## Records supplied
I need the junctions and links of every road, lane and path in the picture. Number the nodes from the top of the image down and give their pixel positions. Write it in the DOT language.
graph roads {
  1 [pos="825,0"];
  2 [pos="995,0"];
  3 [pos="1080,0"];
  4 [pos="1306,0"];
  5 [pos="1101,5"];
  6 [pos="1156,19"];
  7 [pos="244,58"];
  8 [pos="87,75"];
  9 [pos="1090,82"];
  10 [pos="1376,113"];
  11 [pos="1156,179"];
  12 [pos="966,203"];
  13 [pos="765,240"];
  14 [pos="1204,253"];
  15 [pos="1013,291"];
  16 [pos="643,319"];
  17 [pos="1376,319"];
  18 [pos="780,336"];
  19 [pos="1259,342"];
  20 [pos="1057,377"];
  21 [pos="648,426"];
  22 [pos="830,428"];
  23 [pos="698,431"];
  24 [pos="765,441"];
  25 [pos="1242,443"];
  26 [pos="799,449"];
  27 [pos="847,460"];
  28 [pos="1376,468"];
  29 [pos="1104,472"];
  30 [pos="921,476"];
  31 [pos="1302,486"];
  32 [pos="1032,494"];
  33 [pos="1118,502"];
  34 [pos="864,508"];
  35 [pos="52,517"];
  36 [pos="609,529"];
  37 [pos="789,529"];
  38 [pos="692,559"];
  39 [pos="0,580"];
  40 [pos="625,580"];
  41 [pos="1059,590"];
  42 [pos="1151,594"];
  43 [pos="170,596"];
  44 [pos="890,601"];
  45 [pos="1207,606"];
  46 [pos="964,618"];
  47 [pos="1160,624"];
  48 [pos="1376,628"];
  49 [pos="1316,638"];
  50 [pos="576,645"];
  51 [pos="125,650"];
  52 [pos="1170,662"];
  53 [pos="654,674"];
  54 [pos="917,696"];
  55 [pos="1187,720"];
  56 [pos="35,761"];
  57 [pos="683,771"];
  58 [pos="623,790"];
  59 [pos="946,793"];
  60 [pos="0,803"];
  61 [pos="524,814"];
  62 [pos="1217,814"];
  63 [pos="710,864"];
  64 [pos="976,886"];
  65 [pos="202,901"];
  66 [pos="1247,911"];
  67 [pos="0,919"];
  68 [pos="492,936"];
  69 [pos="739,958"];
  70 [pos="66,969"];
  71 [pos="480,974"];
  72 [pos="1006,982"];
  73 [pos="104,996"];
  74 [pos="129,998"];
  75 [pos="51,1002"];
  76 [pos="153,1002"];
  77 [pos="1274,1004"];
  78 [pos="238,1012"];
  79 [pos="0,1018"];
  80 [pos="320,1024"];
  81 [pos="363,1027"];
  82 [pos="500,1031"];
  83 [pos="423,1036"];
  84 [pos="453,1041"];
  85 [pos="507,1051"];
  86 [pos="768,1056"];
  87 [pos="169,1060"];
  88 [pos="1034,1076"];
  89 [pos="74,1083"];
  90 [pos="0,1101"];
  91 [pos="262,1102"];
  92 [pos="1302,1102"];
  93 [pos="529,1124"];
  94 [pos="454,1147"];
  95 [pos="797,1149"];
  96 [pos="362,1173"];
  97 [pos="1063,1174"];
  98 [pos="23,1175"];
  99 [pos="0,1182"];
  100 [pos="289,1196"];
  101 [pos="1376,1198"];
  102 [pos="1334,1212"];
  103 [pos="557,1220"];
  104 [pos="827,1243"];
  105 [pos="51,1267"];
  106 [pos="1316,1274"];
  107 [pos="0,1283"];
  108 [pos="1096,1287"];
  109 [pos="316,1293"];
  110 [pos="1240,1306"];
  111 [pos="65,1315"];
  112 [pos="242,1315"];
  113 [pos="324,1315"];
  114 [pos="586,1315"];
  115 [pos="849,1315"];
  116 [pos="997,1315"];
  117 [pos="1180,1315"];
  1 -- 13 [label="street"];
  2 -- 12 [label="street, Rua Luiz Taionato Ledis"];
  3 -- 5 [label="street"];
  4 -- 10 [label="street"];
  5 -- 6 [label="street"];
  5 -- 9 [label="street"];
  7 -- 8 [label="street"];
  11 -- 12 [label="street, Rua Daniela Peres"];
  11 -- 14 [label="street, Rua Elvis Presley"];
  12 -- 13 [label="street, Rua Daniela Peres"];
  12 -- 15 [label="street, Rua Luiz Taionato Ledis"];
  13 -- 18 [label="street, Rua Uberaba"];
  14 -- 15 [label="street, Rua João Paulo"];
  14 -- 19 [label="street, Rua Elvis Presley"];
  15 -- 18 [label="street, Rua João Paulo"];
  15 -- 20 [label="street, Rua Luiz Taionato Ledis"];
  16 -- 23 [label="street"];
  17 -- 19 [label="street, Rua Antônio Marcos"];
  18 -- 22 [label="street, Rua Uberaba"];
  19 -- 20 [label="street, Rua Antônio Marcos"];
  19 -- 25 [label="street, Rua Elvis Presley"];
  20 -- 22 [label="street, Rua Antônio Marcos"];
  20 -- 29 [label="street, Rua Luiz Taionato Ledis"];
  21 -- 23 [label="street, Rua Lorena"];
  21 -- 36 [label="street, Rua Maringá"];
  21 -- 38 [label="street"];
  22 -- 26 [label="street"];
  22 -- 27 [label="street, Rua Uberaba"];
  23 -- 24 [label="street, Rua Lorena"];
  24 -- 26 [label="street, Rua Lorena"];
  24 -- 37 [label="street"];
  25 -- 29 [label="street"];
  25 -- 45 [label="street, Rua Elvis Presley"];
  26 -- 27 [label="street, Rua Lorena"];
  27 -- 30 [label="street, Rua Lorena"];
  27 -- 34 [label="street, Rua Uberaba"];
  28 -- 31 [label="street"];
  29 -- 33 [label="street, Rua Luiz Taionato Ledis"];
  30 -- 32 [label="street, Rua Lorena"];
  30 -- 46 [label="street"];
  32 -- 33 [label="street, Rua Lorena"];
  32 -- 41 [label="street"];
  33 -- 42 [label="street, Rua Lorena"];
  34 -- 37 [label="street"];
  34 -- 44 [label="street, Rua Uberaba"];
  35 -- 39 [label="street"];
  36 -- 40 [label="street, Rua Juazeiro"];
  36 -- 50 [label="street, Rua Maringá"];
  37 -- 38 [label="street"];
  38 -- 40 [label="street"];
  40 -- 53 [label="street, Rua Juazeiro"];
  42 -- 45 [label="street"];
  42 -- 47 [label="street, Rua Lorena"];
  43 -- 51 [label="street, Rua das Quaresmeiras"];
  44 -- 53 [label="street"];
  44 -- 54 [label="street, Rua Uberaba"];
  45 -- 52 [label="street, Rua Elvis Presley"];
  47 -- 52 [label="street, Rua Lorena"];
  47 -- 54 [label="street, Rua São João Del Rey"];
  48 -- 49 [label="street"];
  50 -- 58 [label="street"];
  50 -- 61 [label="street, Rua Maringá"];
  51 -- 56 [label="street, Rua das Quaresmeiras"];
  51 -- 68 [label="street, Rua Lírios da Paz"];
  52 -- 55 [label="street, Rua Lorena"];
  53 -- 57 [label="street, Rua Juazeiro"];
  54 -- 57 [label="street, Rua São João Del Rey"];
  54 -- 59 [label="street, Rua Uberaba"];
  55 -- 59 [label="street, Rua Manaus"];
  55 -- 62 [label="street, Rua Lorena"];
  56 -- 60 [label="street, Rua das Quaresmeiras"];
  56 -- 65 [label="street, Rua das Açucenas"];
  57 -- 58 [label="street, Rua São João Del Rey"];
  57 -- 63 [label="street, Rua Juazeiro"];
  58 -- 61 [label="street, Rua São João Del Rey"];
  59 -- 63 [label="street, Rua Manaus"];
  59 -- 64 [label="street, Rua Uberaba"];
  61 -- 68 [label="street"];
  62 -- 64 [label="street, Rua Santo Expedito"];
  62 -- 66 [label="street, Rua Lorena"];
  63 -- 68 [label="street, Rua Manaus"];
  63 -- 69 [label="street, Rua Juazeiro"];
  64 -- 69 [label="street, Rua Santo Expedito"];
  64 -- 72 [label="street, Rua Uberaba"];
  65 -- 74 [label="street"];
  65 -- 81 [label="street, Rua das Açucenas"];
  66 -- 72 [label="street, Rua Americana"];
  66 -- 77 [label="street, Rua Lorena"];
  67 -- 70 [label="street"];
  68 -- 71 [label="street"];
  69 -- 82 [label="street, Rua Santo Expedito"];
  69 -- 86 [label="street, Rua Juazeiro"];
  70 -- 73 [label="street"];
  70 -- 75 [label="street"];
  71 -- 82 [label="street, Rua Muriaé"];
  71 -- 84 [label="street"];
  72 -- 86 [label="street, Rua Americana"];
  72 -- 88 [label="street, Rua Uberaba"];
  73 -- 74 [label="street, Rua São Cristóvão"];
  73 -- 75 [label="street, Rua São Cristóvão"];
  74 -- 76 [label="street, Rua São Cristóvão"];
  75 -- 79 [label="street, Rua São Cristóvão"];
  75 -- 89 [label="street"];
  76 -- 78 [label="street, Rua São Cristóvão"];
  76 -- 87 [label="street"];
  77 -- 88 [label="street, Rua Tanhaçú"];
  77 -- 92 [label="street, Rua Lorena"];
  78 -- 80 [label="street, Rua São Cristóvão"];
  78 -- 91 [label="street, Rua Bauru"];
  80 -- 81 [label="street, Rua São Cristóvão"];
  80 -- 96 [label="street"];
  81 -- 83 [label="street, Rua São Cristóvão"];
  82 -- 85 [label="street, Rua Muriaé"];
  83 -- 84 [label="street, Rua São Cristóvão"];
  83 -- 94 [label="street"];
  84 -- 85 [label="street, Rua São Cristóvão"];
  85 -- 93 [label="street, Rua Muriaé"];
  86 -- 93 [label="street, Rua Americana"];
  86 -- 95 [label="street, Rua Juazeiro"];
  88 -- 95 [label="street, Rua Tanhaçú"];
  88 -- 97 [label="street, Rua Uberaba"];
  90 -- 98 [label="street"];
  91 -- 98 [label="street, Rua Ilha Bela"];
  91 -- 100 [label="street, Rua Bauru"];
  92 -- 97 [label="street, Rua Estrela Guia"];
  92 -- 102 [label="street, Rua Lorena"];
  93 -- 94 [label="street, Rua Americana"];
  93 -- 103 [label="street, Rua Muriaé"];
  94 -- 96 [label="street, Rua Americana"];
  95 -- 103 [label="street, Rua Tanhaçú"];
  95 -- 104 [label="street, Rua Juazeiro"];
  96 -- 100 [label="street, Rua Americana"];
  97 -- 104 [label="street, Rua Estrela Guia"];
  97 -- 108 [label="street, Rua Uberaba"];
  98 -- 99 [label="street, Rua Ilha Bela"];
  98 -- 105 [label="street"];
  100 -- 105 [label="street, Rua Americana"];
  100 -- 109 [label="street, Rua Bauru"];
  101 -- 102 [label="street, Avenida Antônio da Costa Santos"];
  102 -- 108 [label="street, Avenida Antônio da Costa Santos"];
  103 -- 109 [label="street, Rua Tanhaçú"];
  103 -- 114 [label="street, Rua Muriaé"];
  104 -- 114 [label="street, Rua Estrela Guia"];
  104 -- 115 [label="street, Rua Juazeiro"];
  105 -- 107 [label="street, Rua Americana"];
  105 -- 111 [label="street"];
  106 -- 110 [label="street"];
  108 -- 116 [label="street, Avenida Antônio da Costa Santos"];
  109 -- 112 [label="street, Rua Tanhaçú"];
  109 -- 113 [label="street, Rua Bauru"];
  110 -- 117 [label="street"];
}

## Work to complete
Every line containing the string "Maringá" is required; copy each such line from the data.

## Result of the exercise
  21 -- 36 [label="street, Rua Maringá"];
  36 -- 50 [label="street, Rua Maringá"];
  50 -- 61 [label="street, Rua Maringá"];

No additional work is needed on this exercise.